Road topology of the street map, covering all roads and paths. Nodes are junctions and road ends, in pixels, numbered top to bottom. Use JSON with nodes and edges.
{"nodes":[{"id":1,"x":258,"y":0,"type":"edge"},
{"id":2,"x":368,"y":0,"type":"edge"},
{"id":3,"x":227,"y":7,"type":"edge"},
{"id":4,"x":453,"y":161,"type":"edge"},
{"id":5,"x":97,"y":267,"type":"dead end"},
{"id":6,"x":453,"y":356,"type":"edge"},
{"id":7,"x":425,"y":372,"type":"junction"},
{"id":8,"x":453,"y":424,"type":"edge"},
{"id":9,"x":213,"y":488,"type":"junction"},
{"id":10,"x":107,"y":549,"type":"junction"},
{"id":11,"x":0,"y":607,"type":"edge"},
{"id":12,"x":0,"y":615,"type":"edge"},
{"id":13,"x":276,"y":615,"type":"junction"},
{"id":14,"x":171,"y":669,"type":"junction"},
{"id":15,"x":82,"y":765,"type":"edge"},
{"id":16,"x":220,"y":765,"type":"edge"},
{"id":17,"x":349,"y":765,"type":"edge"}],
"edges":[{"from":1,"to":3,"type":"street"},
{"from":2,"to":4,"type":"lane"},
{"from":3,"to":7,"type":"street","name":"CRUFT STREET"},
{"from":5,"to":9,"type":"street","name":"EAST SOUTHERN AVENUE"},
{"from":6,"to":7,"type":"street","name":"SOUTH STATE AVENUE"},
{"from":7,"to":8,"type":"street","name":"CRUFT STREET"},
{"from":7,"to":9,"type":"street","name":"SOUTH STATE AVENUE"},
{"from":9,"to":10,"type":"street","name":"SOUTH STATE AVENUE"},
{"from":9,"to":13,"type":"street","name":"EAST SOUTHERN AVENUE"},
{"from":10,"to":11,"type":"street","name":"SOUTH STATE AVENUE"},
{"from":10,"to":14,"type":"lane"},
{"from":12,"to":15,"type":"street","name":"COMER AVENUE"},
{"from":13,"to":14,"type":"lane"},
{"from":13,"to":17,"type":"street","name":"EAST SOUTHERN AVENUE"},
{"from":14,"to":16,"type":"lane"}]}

※ ※ ※

● **Task brief**
Could you return all the data above exactly as it appears?

● **Problem solution**
Road topology of the street map, covering all roads and paths. Nodes are junctions and road ends, in pixels, numbered top to bottom. Use JSON with nodes and edges.
{"nodes":[{"id":1,"x":258,"y":0,"type":"edge"},
{"id":2,"x":368,"y":0,"type":"edge"},
{"id":3,"x":227,"y":7,"type":"edge"},
{"id":4,"x":453,"y":161,"type":"edge"},
{"id":5,"x":97,"y":267,"type":"dead end"},
{"id":6,"x":453,"y":356,"type":"edge"},
{"id":7,"x":425,"y":372,"type":"junction"},
{"id":8,"x":453,"y":424,"type":"edge"},
{"id":9,"x":213,"y":488,"type":"junction"},
{"id":10,"x":107,"y":549,"type":"junction"},
{"id":11,"x":0,"y":607,"type":"edge"},
{"id":12,"x":0,"y":615,"type":"edge"},
{"id":13,"x":276,"y":615,"type":"junction"},
{"id":14,"x":171,"y":669,"type":"junction"},
{"id":15,"x":82,"y":765,"type":"edge"},
{"id":16,"x":220,"y":765,"type":"edge"},
{"id":17,"x":349,"y":765,"type":"edge"}],
"edges":[{"from":1,"to":3,"type":"street"},
{"from":2,"to":4,"type":"lane"},
{"from":3,"to":7,"type":"street","name":"CRUFT STREET"},
{"from":5,"to":9,"type":"street","name":"EAST SOUTHERN AVENUE"},
{"from":6,"to":7,"type":"street","name":"SOUTH STATE AVENUE"},
{"from":7,"to":8,"type":"street","name":"CRUFT STREET"},
{"from":7,"to":9,"type":"street","name":"SOUTH STATE AVENUE"},
{"from":9,"to":10,"type":"street","name":"SOUTH STATE AVENUE"},
{"from":9,"to":13,"type":"street","name":"EAST SOUTHERN AVENUE"},
{"from":10,"to":11,"type":"street","name":"SOUTH STATE AVENUE"},
{"from":10,"to":14,"type":"lane"},
{"from":12,"to":15,"type":"street","name":"COMER AVENUE"},
{"from":13,"to":14,"type":"lane"},
{"from":13,"to":17,"type":"street","name":"EAST SOUTHERN AVENUE"},
{"from":14,"to":16,"type":"lane"}]}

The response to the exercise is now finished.